Lourdan,' quoth the philosopher, 'thy folly is as great as thy filth; know that all the faculties of the soul are confined of old to their several vessels and ventricles, from which they cannot part without dissolution of the whole body; and that thou containest no good thing in thee, but a heap of hard and loathsome uncleanness, and art to the head a foul disfigurement and burden. When I have cut thee off and opened thee, as by the help of these implements I will do, all men shall know."

Some minister, said by MILTON to be a son of Bishop Hall, in writing against his Animadversions on Bishop Usher's book, had called it “ a scurrilous libel;" and not content with this, had treated the author with the greatest contempt, using defaming language and personal reflections. In his reply, entitled, "Modest confutation of a slanderous and scandalous Libel, by JOHN MILTON, gent." he proves himself to have been a match for his antagonist even in scurrillity and calling hard names. Speaking of the university, men, he says, "What with truanting and debauchery, what with false grounds, and the weakness of natural faculties in many of them

(it being a maxim with some men to send the simplest of their sons thither,) perhaps there would be found among them as many unsolid and corrupted judgments, both in doctrine and life, as in any other two corporations of the like bigness. This is undoubted, that if any carpenter, smith, or weaver, were such a bungler in his trade, as the greater number of them are in their profession, he would starve for any custom and should he exercise his manufacture as little as they do their talents, he would forget his art: or, should he mistake his tools as they do theirs, he would mar all the work he took in hand. How few among them that know how to write or speak in a pure stile, much less to distinguish the ideas and various kinds of stile.
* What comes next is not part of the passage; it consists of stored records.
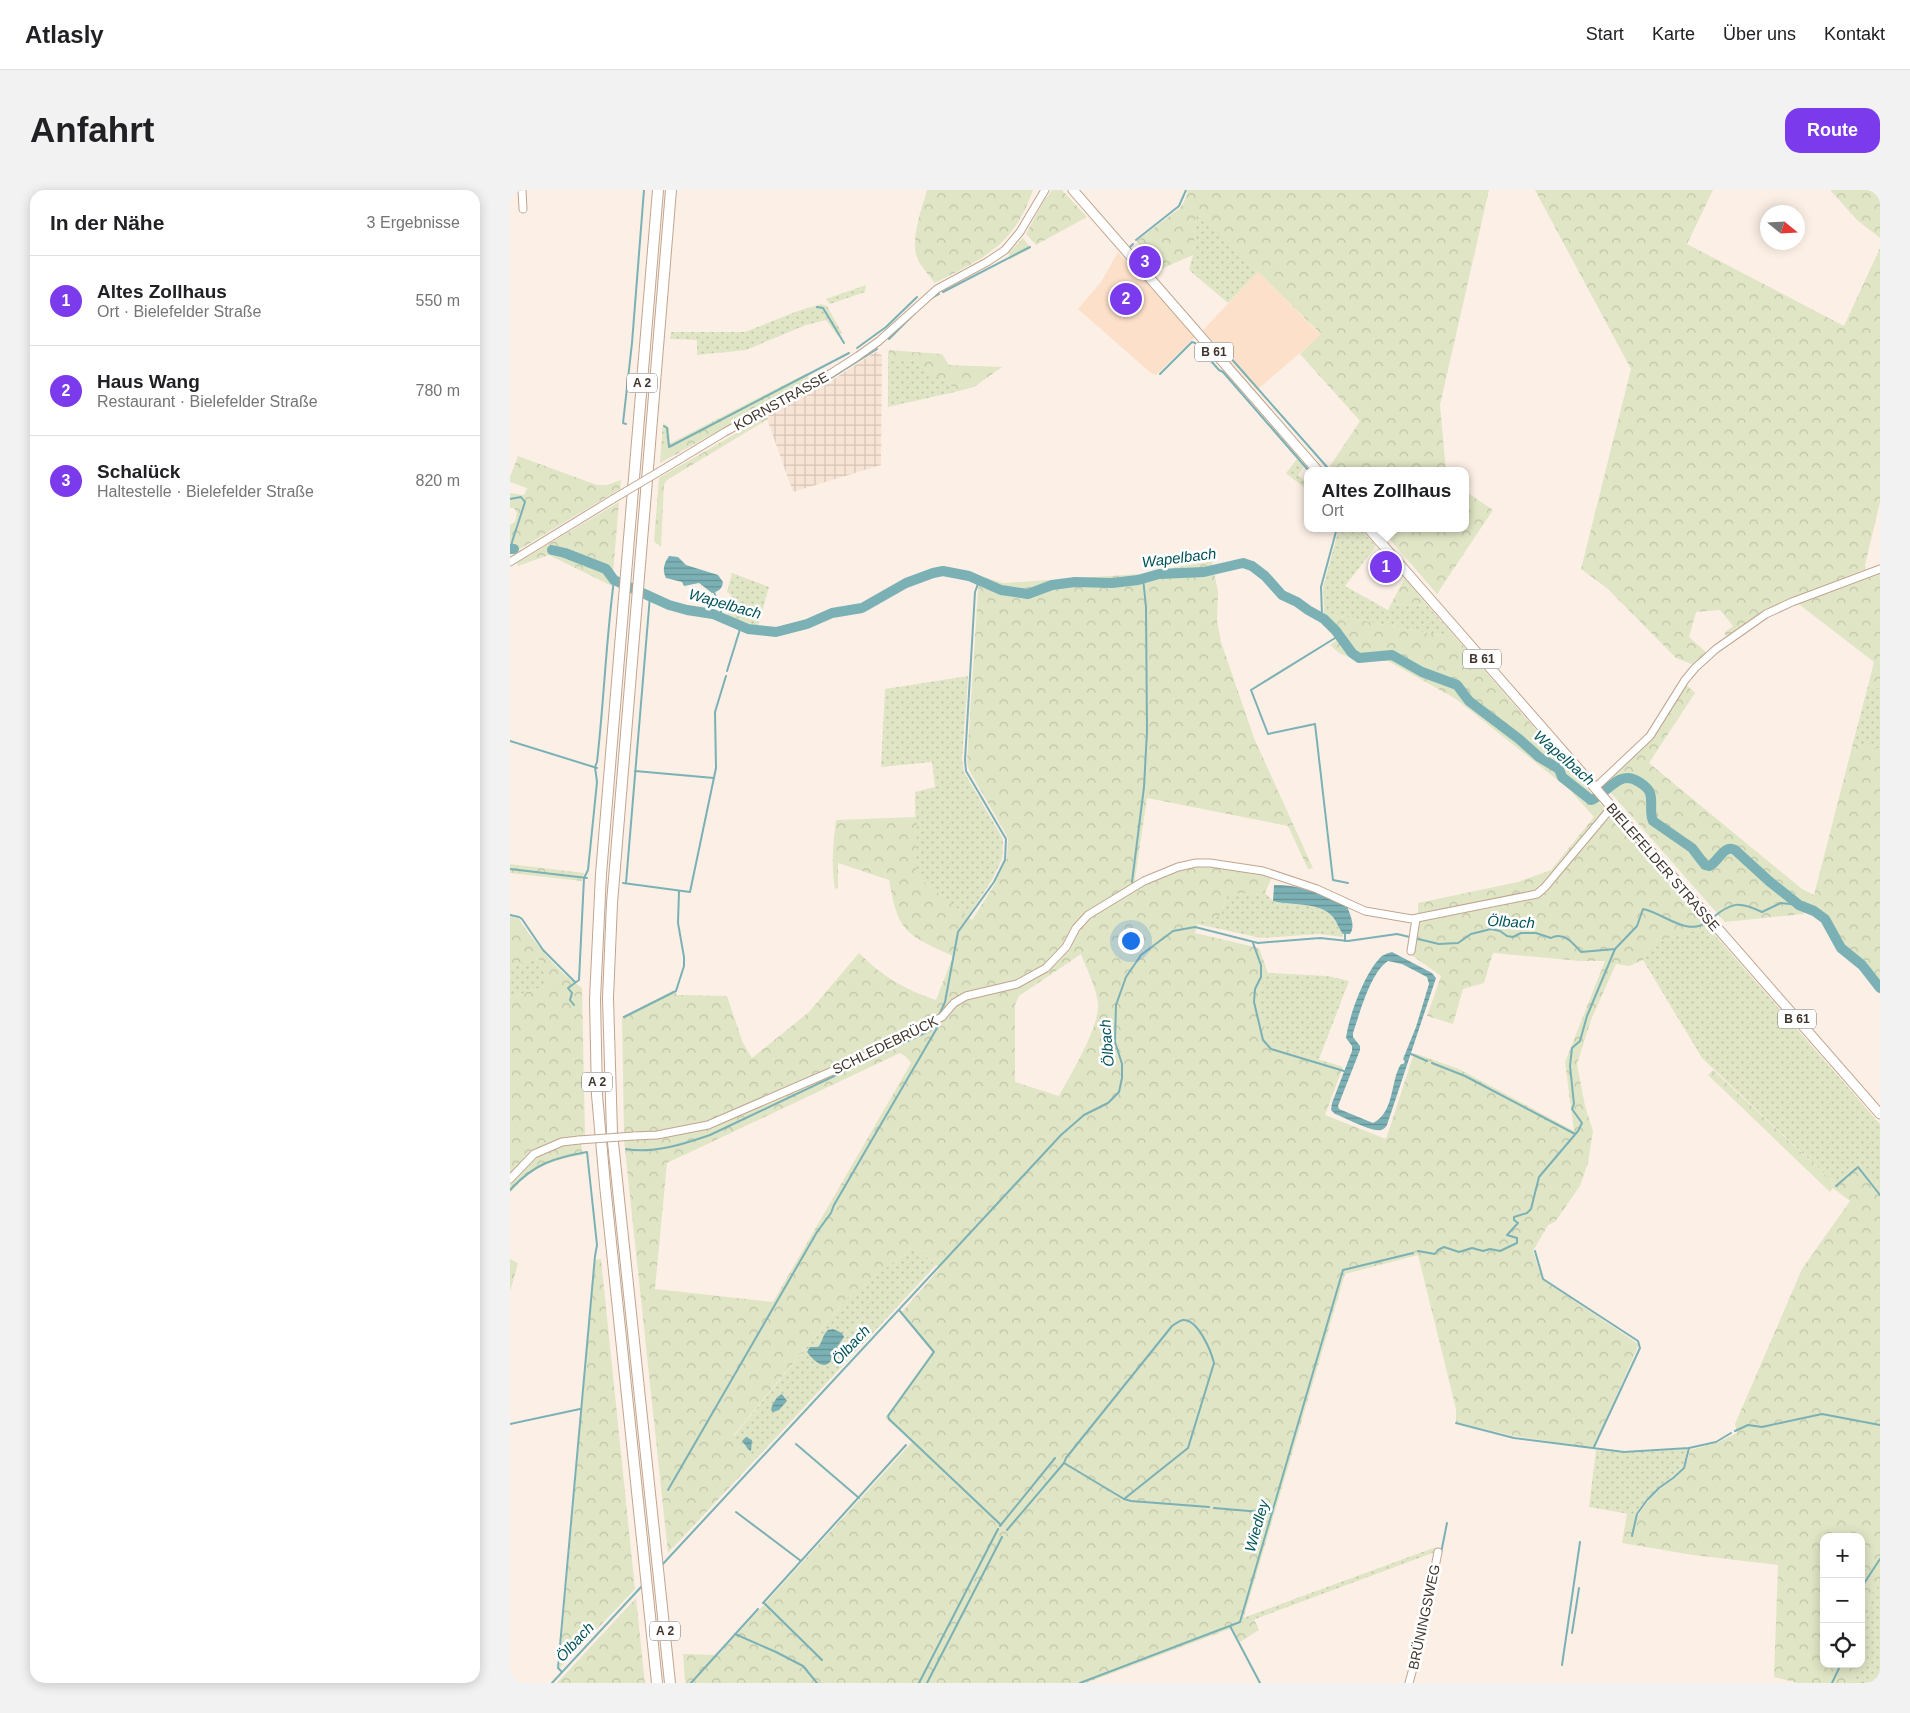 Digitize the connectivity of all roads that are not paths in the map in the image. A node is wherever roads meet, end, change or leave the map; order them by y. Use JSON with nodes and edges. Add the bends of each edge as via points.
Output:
{"nodes":[{"id":1,"x":522,"y":190,"type":"edge"},
{"id":2,"x":658,"y":190,"type":"edge"},
{"id":3,"x":671,"y":190,"type":"edge"},
{"id":4,"x":1039,"y":190,"type":"edge"},
{"id":5,"x":1045,"y":190,"type":"edge"},
{"id":6,"x":1073,"y":190,"type":"edge"},
{"id":7,"x":523,"y":209,"type":"dead end"},
{"id":8,"x":1030,"y":215,"type":"junction"},
{"id":9,"x":1315,"y":467,"type":"edge"},
{"id":10,"x":1371,"y":532,"type":"edge"},
{"id":11,"x":510,"y":562,"type":"edge"},
{"id":12,"x":1880,"y":569,"type":"edge"},
{"id":13,"x":1596,"y":789,"type":"junction"},
{"id":14,"x":1608,"y":803,"type":"junction"},
{"id":15,"x":1416,"y":919,"type":"junction"},
{"id":16,"x":1411,"y":951,"type":"dead end"},
{"id":17,"x":1880,"y":1114,"type":"edge"},
{"id":18,"x":510,"y":1179,"type":"edge"},
{"id":19,"x":1438,"y":1552,"type":"dead end"},
{"id":20,"x":657,"y":1683,"type":"edge"},
{"id":21,"x":670,"y":1683,"type":"edge"},
{"id":22,"x":1409,"y":1683,"type":"edge"}],
"edges":[{"from":1,"to":7,"type":"street"},
{"from":2,"to":20,"type":"highway","number":"A 2","via":[[597,932],[595,999],[597,1085],[605,1186]]},
{"from":3,"to":21,"type":"highway","number":"A 2","via":[[610,933],[608,1045],[617,1184]]},
{"from":4,"to":8,"type":"street","name":"KORNSTRASSE"},
{"from":5,"to":8,"type":"street","name":"KORNSTRASSE"},
{"from":6,"to":9,"type":"main road","number":"B 61"},
{"from":8,"to":11,"type":"street","name":"KORNSTRASSE","bridge":true,"via":[[1005,250],[937,289],[858,356]]},
{"from":10,"to":13,"type":"main road","name":"BIELEFELDER STRASSE","number":"B 61"},
{"from":12,"to":13,"type":"street","via":[[1766,614],[1716,649],[1685,680],[1650,736]]},
{"from":13,"to":14,"type":"main road","name":"BIELEFELDER STRASSE","number":"B 61"},
{"from":14,"to":15,"type":"street","name":"SCHLEDEBRÜCK","via":[[1545,887],[1536,894]]},
{"from":14,"to":17,"type":"main road","name":"BIELEFELDER STRASSE","number":"B 61"},
{"from":15,"to":16,"type":"street"},
{"from":15,"to":18,"type":"street","name":"SCHLEDEBRÜCK","bridge":true,"via":[[1365,911],[1317,889],[1263,871],[1210,863],[1178,867],[1144,881],[1088,915],[1076,928],[1066,947],[1046,968],[1017,984],[966,996],[954,1003],[942,1017],[807,1083],[708,1125],[657,1135],[562,1142],[534,1154]]},
{"from":19,"to":22,"type":"street","name":"BRÜNINGSWEG"}]}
In Latin barbarous, and oft not without solecisms, declaiming in rugged and miscellaneous gear, blown together by the four winds; and in their choice preferring the gay rankness of APULEIUS, ARNOBIUS, or any modern Fustianist, before the native Latinisms of CICERO. In the Greek tongue most of them unlettered, or unentered to any sound proficiency in those Attic masters of wisdom or eloquence. In the Hebrew text, except it be some few of them, their letters are utterly uncircumcised. No less are they out of the way in philosophy, pestering their heads with the sapless dotages of old Pan's and Salamanca."